Screwdriver XP
I wish I had a transcript of a conversation with one of my friends today. He's a designer and equally fascinated with the dynamics of culture, so we often go off on major tangents. In all of our fast-paced volleys, we hit on good points, but you know how this goes - it's hard to get them back again.
A couple ideas we whipped around awhile were:
Whether the web has actually affected/added any DEPTH of cultural change, or, it simply makes the small, here-today-gone-tomorrow blips on the screen accessible to more people.
Just because something happens faster doesn't mean it's dependent upon speed to exist. Same with distance. We may believe we close perceived "distances" faster due to the web, but I am not convinced of this. I may find someone much faster due to search engines than letters, but once found - for an example, a friend from the past - NOTHING is solved through technology. It's still up to the two you in the present. You may exchange your pasts, catch up on personal news, and then...
...you often find yourselves stalled in that awkward "Well, what now?" If so, you'll phase into retreat again. There was a reason the two of you originally faded. Your time with each other had passed. It's like most exchanges at a High-School reunion.

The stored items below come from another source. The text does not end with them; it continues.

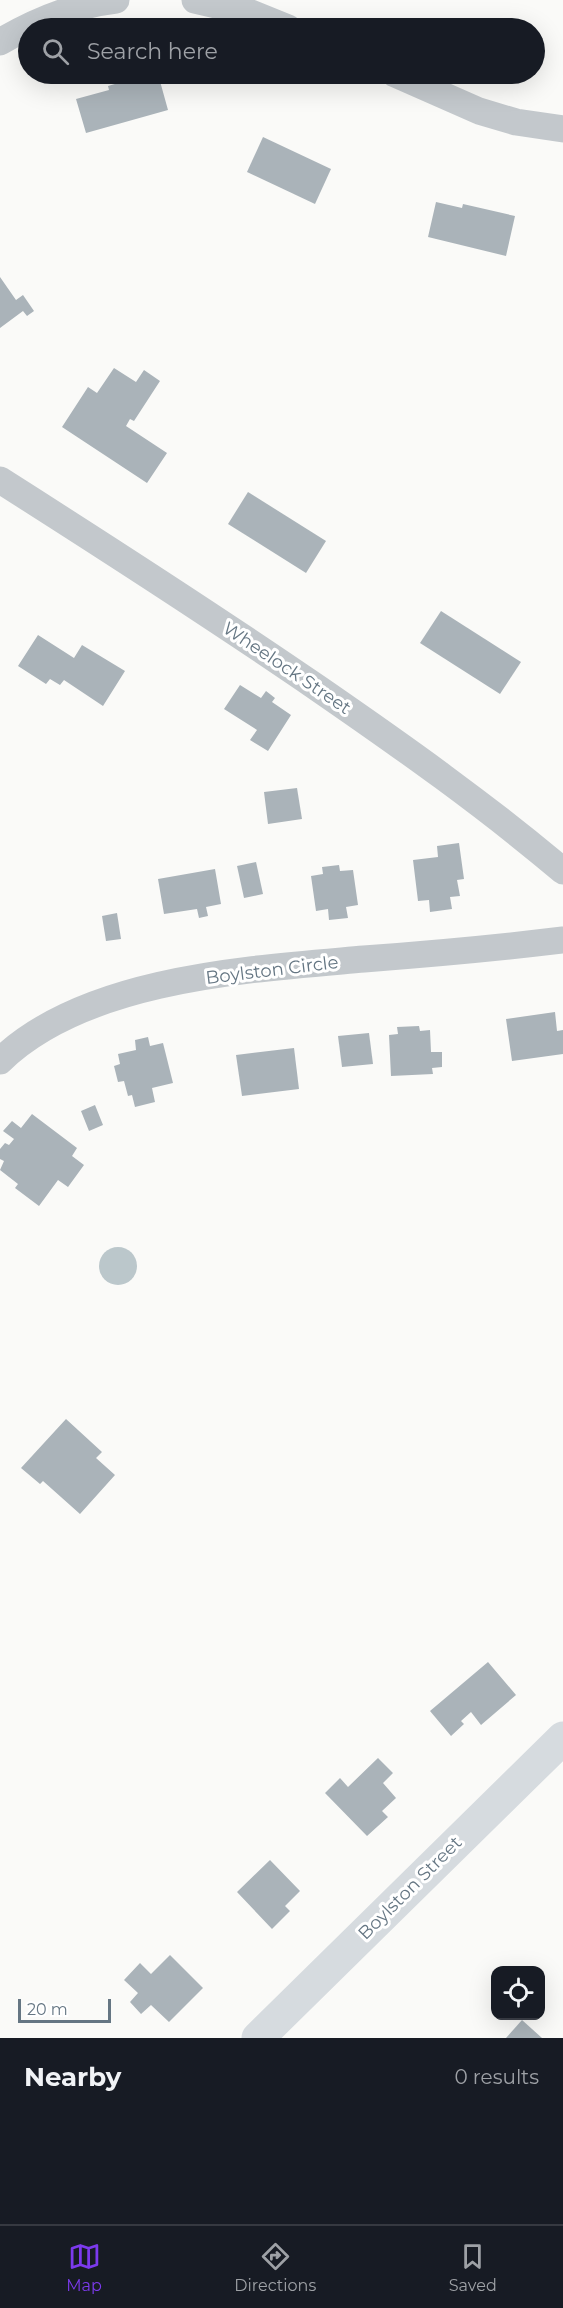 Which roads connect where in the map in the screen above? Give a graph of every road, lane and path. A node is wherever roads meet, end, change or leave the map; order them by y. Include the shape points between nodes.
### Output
1 (116, 0) edge
2 (195, 0) edge
3 (48, 18) edge
4 (263, 18) edge
5 (18, 33) edge
6 (0, 42) edge
7 (418, 84) edge
8 (563, 129) edge
9 (0, 480) edge
10 (563, 871) edge
11 (563, 940) edge
12 (0, 1061) edge
13 (563, 1738) edge
14 (258, 2038) edge

1 - 3 street
2 - 4 street
5 - 6 street
7 - 8 street via 479,111 516,122
9 - 10 street, Wheelock Street via 216,619 428,764
11 - 12 street, Boylston Circle via 241,970 136,992 69,1014 18,1044
13 - 14 main road, Boylston Street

There were Reasons you didn't stay
In Touch.
Moving larger quantities of words and pictures around faster and broader is not what gives us what we seek, aside from entertainment or business efforts. Being human means we need modes of connection that have nothing to do with what the web offers just because it's "The Web".
The Web is a big screwdriver, that's all.
You can let it sit, construct something new and useful or new and useless, or, merely tighten old screws back into their old places.